[DIRECTIONS] Copy each record below exactly, please, and leave its pictures out.

[RECORDS FOR THE TASK]

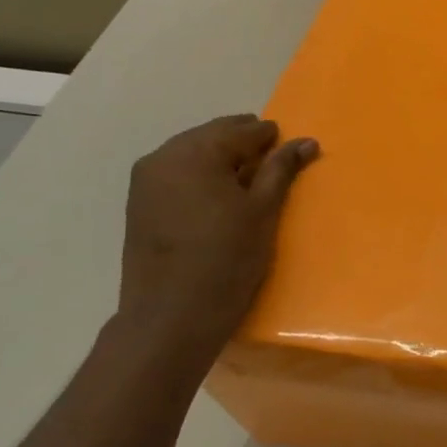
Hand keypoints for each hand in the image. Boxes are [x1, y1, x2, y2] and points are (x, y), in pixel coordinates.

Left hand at [115, 115, 316, 361]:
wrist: (171, 316)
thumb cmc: (227, 259)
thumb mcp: (263, 211)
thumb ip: (281, 170)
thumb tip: (306, 141)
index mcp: (195, 153)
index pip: (242, 130)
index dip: (270, 137)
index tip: (293, 148)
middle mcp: (164, 157)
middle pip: (212, 136)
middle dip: (244, 143)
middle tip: (274, 161)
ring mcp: (146, 180)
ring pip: (192, 153)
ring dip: (221, 159)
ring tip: (249, 180)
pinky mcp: (139, 204)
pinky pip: (177, 173)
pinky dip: (202, 175)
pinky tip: (220, 195)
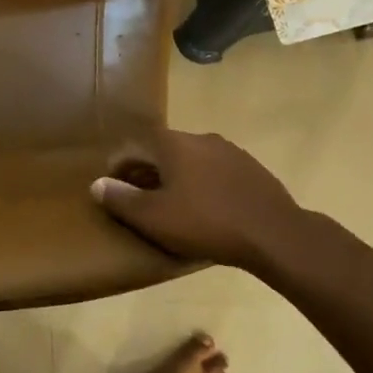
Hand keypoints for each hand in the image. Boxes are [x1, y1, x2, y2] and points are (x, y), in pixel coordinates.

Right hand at [90, 130, 318, 273]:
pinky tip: (207, 210)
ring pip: (191, 161)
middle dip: (147, 174)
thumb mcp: (154, 217)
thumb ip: (121, 199)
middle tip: (141, 202)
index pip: (133, 148)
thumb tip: (97, 184)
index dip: (119, 170)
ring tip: (174, 208)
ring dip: (177, 179)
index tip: (114, 192)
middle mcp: (200, 138)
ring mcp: (230, 151)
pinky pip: (215, 172)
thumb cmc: (206, 222)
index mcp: (173, 143)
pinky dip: (203, 185)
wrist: (274, 234)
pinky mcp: (251, 168)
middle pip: (162, 152)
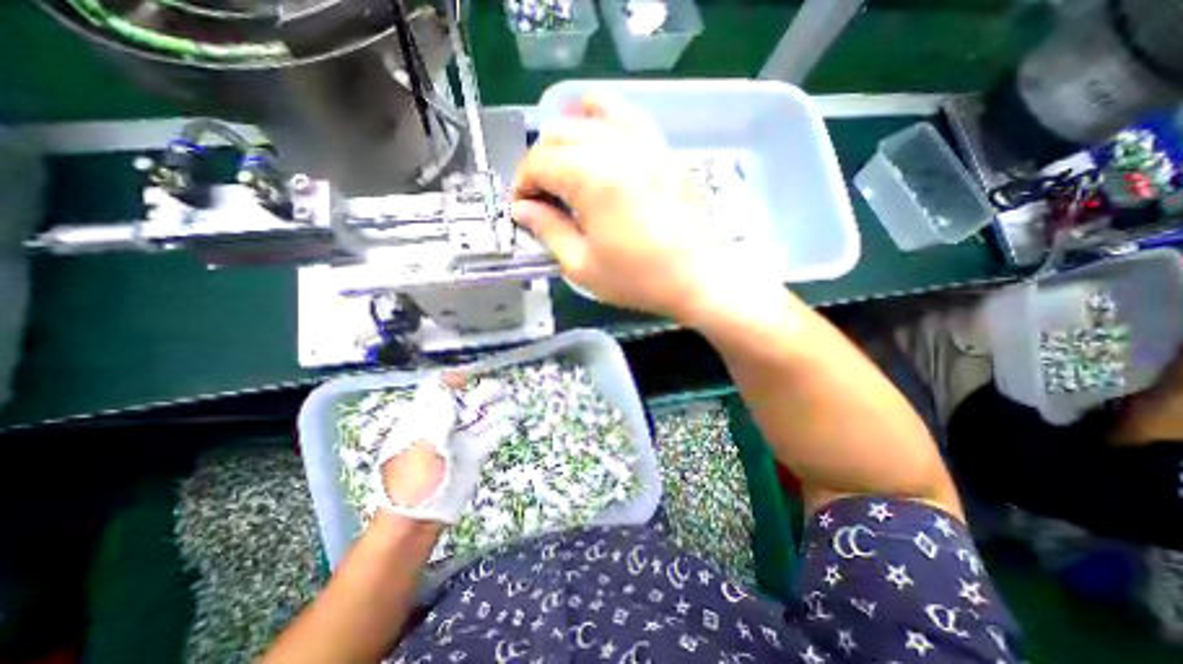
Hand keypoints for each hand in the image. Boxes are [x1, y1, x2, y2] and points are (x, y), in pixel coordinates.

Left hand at [374, 373, 514, 523]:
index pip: (439, 388)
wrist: (418, 518)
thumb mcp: (420, 445)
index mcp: (423, 417)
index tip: (471, 377)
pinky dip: (501, 427)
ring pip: (482, 415)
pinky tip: (508, 424)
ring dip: (497, 407)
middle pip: (466, 399)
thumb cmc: (410, 479)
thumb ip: (438, 416)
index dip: (454, 380)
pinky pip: (490, 434)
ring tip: (509, 405)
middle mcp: (444, 423)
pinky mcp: (474, 452)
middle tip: (498, 391)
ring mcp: (461, 437)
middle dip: (483, 392)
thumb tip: (450, 390)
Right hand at [505, 94, 756, 327]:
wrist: (693, 279)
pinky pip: (630, 117)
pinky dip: (605, 116)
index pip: (540, 162)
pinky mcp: (663, 152)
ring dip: (567, 136)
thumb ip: (547, 230)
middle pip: (561, 135)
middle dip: (540, 162)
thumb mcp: (582, 265)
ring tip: (562, 163)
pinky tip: (596, 128)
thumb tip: (521, 209)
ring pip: (592, 116)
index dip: (522, 183)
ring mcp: (646, 145)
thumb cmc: (636, 279)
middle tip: (540, 195)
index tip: (521, 207)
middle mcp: (618, 150)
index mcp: (593, 180)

[TASK RESULT]
Hand keypoints for each hand in the image. Boxes are [x1, y1, x2, y2] and points are (x, y), in pixel coordinates.

Left hand at [115, 115, 316, 361]:
wrist: (171, 316)
thumb cmc: (227, 259)
thumb mcp: (263, 211)
thumb ip: (281, 170)
thumb tip: (306, 141)
index mcp: (195, 153)
index pip: (242, 130)
index dip: (270, 137)
index tip: (293, 148)
middle mcp: (164, 157)
middle pip: (212, 136)
middle dip: (244, 143)
middle tip: (274, 161)
ring mcp: (146, 180)
ring pip: (192, 153)
ring dip: (221, 159)
ring tip: (249, 180)
pinky mcp: (139, 204)
pinky pip: (177, 173)
pinky dip: (202, 175)
pinky tip: (220, 195)
Hand keypoints for each hand in the image. Boxes are [x1, y1, x2, y2] and points are (x, y), in pixel coordinates.

Right hand at [90, 130, 318, 273]:
pinky tip: (207, 210)
ring pip: (191, 161)
middle dip: (147, 174)
thumb mcp: (154, 217)
thumb ip: (121, 199)
middle tip: (141, 202)
index pip: (133, 148)
thumb tip: (97, 184)
index dip: (119, 170)
ring tip: (174, 208)
ring dip: (177, 179)
index tip: (114, 192)
middle mcp: (200, 138)
ring mcp: (230, 151)
pinky pip: (215, 172)
thumb cmc: (206, 222)
index mcp: (173, 143)
pinky dip: (203, 185)
wrist: (274, 234)
pinky mcp: (251, 168)
middle pip: (162, 152)
Hand keypoints for each hand in the image. Boxes are [x1, y1, x2, y2] and points are (x, y), in pixel coordinates.

Left hand at [374, 373, 514, 523]:
index pip: (439, 388)
wrist: (418, 518)
thumb mcp: (420, 445)
index mcp: (423, 417)
index tip: (471, 377)
pinky dip: (501, 427)
ring pip: (482, 415)
pinky tip: (508, 424)
ring dip: (497, 407)
middle pip: (466, 399)
thumb cmc: (410, 479)
thumb ip: (438, 416)
index dip: (454, 380)
pinky pip: (490, 434)
ring tip: (509, 405)
middle mcp: (444, 423)
pinky mcp: (474, 452)
middle tip: (498, 391)
ring mcp: (461, 437)
middle dip: (483, 392)
thumb tip: (450, 390)
Right hand at [505, 94, 756, 327]:
wrist: (693, 279)
pinky pip: (630, 117)
pinky dip: (605, 116)
index pip: (540, 162)
pinky mcp: (663, 152)
ring dip: (567, 136)
thumb ip: (547, 230)
middle pip: (561, 135)
middle dip: (540, 162)
thumb mcp: (582, 265)
ring tip: (562, 163)
pinky tip: (596, 128)
thumb tip: (521, 209)
ring pip: (592, 116)
index dip: (522, 183)
ring mcp: (646, 145)
thumb cmc: (636, 279)
middle tip: (540, 195)
index tip: (521, 207)
middle mcp: (618, 150)
index mcp: (593, 180)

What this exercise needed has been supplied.